Thales of Miletus (C624-546 BC).
Credit: Universal History Archive/ Universal Images Group via Getty Images

Human Study of Electricity Goes Back to the Seventh Century BCE

Although electricity powers many modern inventions, the concept of electricity is an old one. The Greek thinker Thales of Miletus experimented around 600 BCE with static electricity by rubbing an amber (known in Greek as elektron) against hemp or cat fur and noting the attractive forces produced against materials such as dust. Today, scientists call the phenomenon of friction causing a differential charge between objects the “triboelectric effect.” After Thales’ time, electricity remained largely a curiosity until electrostatic experiments made a comeback in the 17th century, when Isaac Newton’s onetime lab assistant Francis Hauksbee created an “electrostatic engine” and reignited interest in a hair-raising marvel that had fascinated the Greeks so many centuries ago.

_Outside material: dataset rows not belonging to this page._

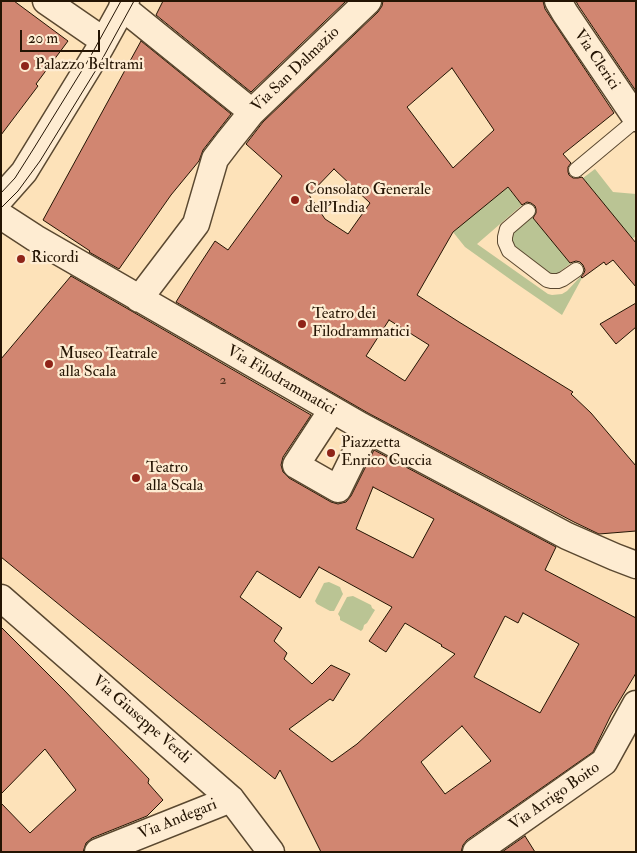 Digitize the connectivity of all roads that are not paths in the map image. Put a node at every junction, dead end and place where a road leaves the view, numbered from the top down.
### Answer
1 (46, 1) edge
2 (368, 1) edge
3 (558, 1) edge
4 (124, 4) edge
5 (104, 41) junction
6 (252, 112) junction
7 (636, 119) edge
8 (576, 170) dead end
9 (1, 198) edge
10 (528, 211) dead end
11 (1, 216) edge
12 (576, 270) dead end
13 (139, 299) junction
14 (332, 410) junction
15 (367, 430) junction
16 (636, 564) edge
17 (1, 598) edge
18 (636, 704) edge
19 (626, 743) edge
20 (231, 799) junction
21 (98, 852) edge
22 (271, 852) edge
23 (476, 852) edge

1 - 5 street
2 - 6 street, Via San Dalmazio
3 - 7 street, Via Clerici
4 - 5 street
4 - 6 street
5 - 9 street
6 - 13 street, Via San Dalmazio
7 - 8 lane
10 - 12 lane
11 - 13 street, Via Filodrammatici
13 - 14 street, Via Filodrammatici
14 - 15 street, Via Filodrammatici
14 - 15 street
15 - 16 street, Via Filodrammatici
17 - 20 street, Via Giuseppe Verdi
18 - 19 street, Via Arrigo Boito
19 - 23 street, Via Arrigo Boito
20 - 21 street, Via Andegari
20 - 22 street, Via Giuseppe Verdi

Battery of 18 Leyden jars.
Credit: Science & Society Picture Library via Getty Images

Benjamin Franklin Coined the Term “Battery”

Benjamin Franklin is a towering figure in American history, but his revolutionary efforts are rivaled by his extensive contributions to the study of electricity. Of course, Franklin’s most “electrifying” episode is his famous kite-flying adventure (though the kite was never struck by lightning, and only picked up ambient electric charge from a passing storm; some historians have even questioned whether the experiment ever actually happened). Franklin’s interest in electricity far exceeded this well-known experiment, however. He helped develop the idea of positive and negative charge as it relates to “electric fire,” as he called it. He also coined the term “battery” to describe a group of connected Leyden jars, a kind of 18th-century proto-capacitor (true batteries didn’t arrive until the early 19th century). Similar to how military artillery functions together to form a battery, so too did these individual Leyden jars, working together, attain a greater electric charge.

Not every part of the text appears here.